Department of Health Research Methods, Evidence and Impact, McMaster University, Hamilton, Ontario, Canada.
Faculty of Health Sciences, McMaster University, Hamilton, Ontario, Canada.
J Dent Res. 2023 Apr;102(4):391-401. doi: 10.1177/00220345221139230. Epub 2023 Jan 11.
This study compares the effectiveness of pharmacological treatments to develop guidelines for the management of acute pain after tooth extraction. We searched Medline, EMBASE, CENTRAL, and US Clinical Trials registry on November 21, 2020. We included randomized clinical trials (RCTs) of participants undergoing dental extractions comparing 10 interventions, including acetaminophen, nonsteroidal anti-inflammatory drugs (NSAIDs), opioids, and combinations to placebo. After duplicate screening and data abstraction, we conducted a frequentist network meta-analysis for each outcome at 6 h (i.e., pain relief, total pain relief [TOTPAR], summed pain intensity difference [SPID], global efficacy rating, rescue analgesia, and adverse effects). We assessed the risk of bias using a modified Cochrane RoB 2.0 tool and the certainty of evidence using the Grading of Recommendations, Assessment, Development, and Evaluation approach. We implemented the analyses in RStudio version 3.5.3 and classified interventions from most to least beneficial or harmful. We included 82 RCTs. Fifty-six RCTs enrolling 9,095 participants found moderate- and high-certainty evidence that ibuprofen 200 to 400 mg plus acetaminophen 500 to 1,000 mg (mean difference compared to placebo [MDp], 1.68; 95% confidence interval [CI], 1.06-2.31), acetaminophen 650 mg plus oxycodone 10 mg (MDp, 1.19; 95% CI, 0.85-1.54), ibuprofen 400 mg (MDp, 1.31; 95% CI, 1.17-1.45), and naproxen 400-440 mg (MDp, 1.44; 95% CI, 1.07-1.80) were most effective for pain relief on a 0 to 4 scale. Oxycodone 5 mg, codeine 60 mg, and tramadol 37.5 mg plus acetaminophen 325 mg were no better than placebo. The results for TOTPAR, SPID, global efficacy rating, and rescue analgesia were similar. Based on low- and very low-certainty evidence, most interventions were classified as no more harmful than placebo for most adverse effects. Based on moderate- and high-certainty evidence, NSAIDs with or without acetaminophen result in better pain-related outcomes than opioids with or without acetaminophen (except acetaminophen 650 mg plus oxycodone 10 mg) or placebo.

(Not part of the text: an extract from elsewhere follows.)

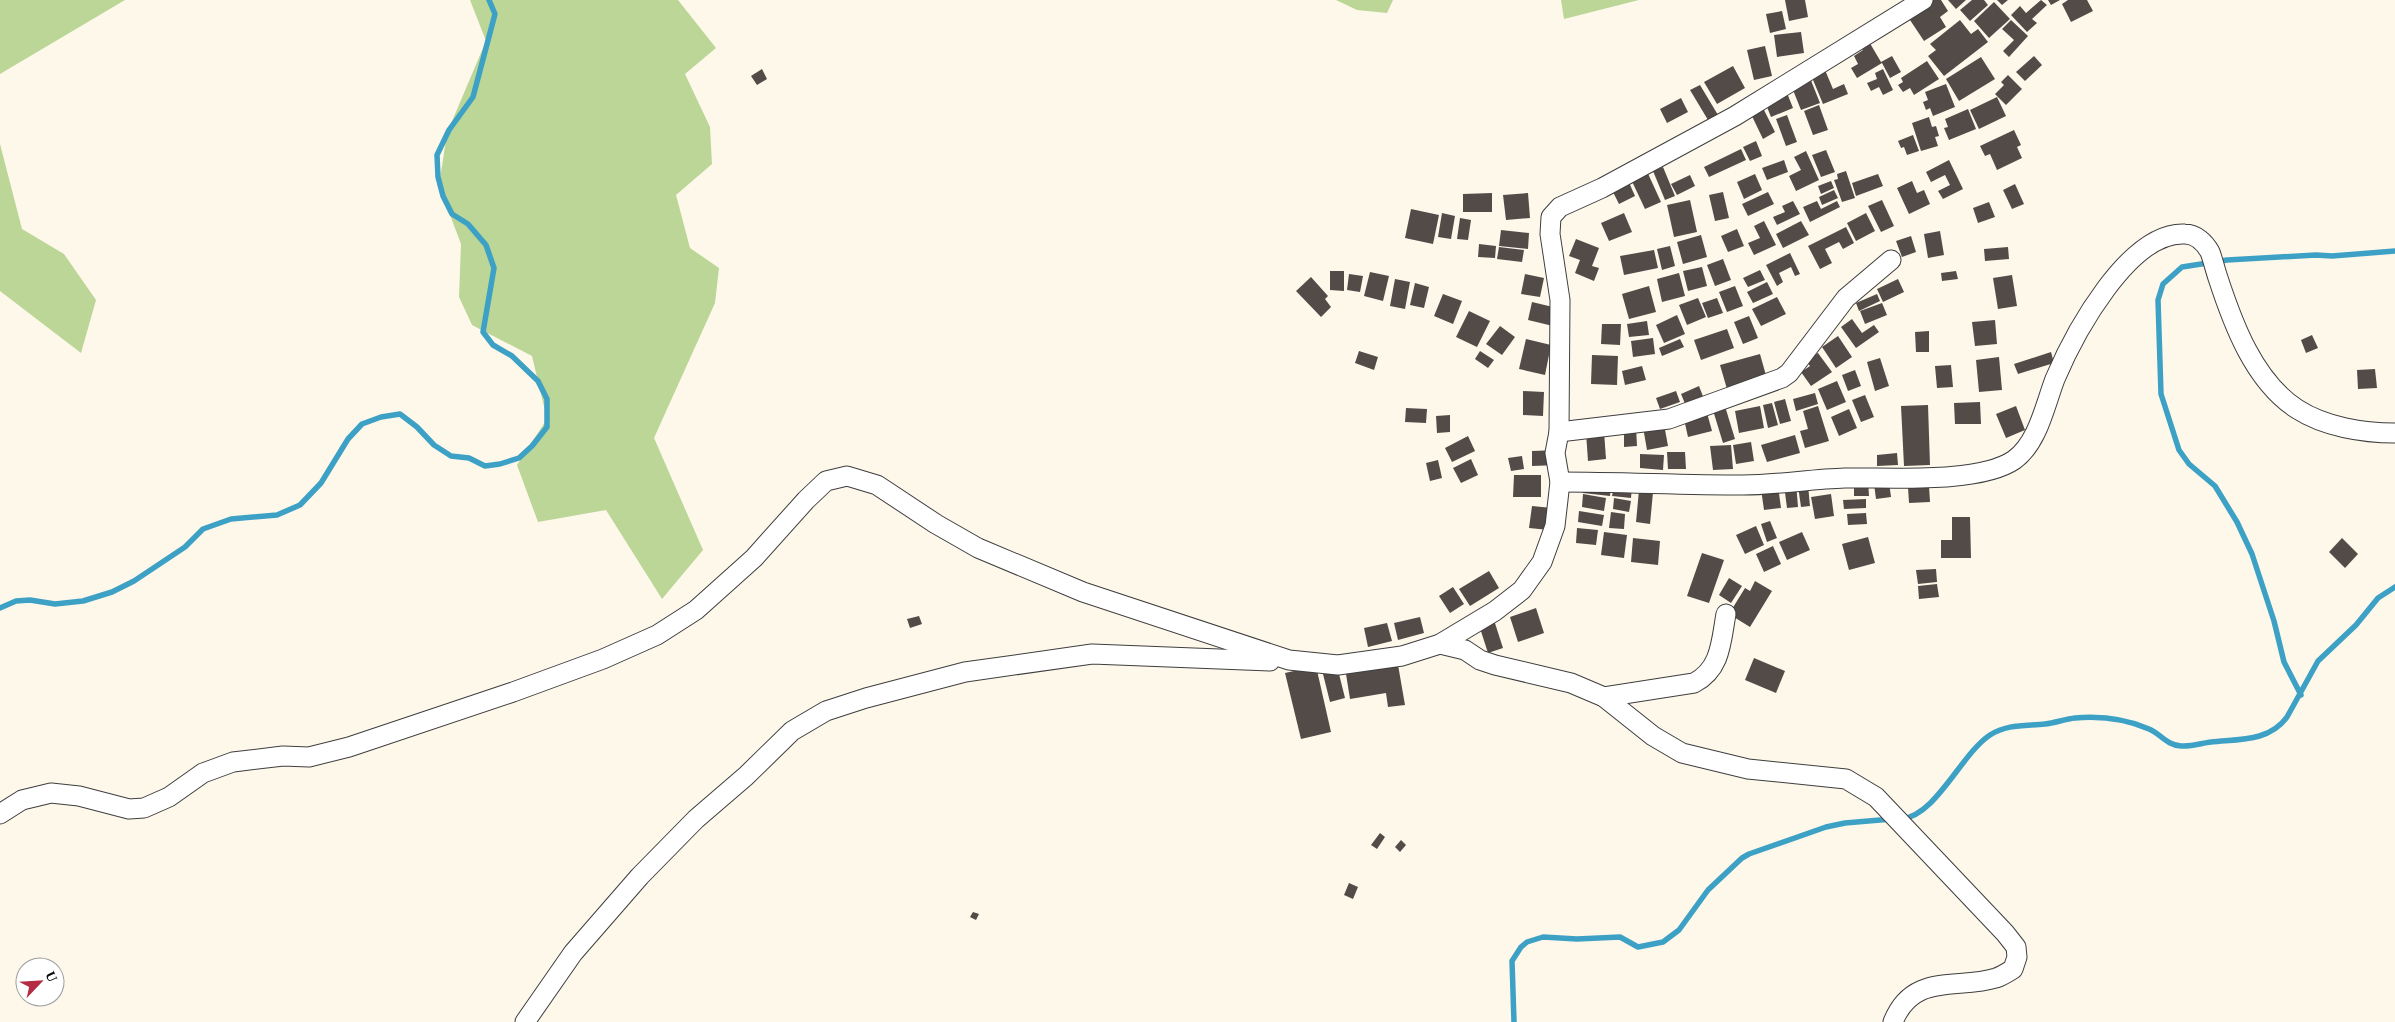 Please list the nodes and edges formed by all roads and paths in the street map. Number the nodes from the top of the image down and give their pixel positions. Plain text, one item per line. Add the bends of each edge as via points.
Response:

本研究旨在比较药物治疗的效果,为拔牙后急性疼痛的管理制定指南。我们于 2020 年 11 月 21 日检索了 Medline、EMBASE、CENTRAL 和美国临床试验注册处,纳入了比较 10 种干预措施(包括对乙酰氨基酚、非甾体抗炎药(NSAIDs)、阿片类药物和联合用药)的参与者的随机临床试验(RCT)。在重复筛选和数据提取后,我们针对每个结局(即疼痛缓解、总疼痛缓解[TOTPAR]、总和疼痛强度差异[SPID]、总体疗效评分、解救性镇痛和不良反应)进行了贝叶斯网络荟萃分析。我们使用改良的 Cochrane RoB 2.0 工具评估偏倚风险,并使用 Grading of Recommendations, Assessment, Development, and Evaluation 方法评估证据确定性。我们在 RStudio 版本 3.5.3 中实施了分析,并按照最有益或最有害的顺序对干预措施进行分类。我们纳入了 82 项 RCT。56 项纳入 9095 名参与者的 RCT 研究发现,布洛芬 200-400mg 加对乙酰氨基酚 500-1000mg(与安慰剂相比的平均差异[MDp],1.68;95%置信区间[CI],1.06-2.31)、对乙酰氨基酚 650mg 加羟考酮 10mg(MDp,1.19;95%CI,0.85-1.54)、布洛芬 400mg(MDp,1.31;95%CI,1.17-1.45)和萘普生 400-440mg(MDp,1.44;95%CI,1.07-1.80)在 0-4 分疼痛量表上最有效。羟考酮 5mg、可待因 60mg 和曲马多 37.5mg 加对乙酰氨基酚 325mg 与安慰剂相比无差异。TOTPAR、SPID、总体疗效评分和解救性镇痛的结果相似。基于低和极低确定性证据,大多数干预措施被归类为与安慰剂相比对大多数不良反应没有更多的危害。基于中高度确定性证据,与阿片类药物(除了对乙酰氨基酚 650mg 加羟考酮 10mg)或安慰剂相比,含或不含对乙酰氨基酚的 NSAIDs 可带来更好的疼痛相关结局。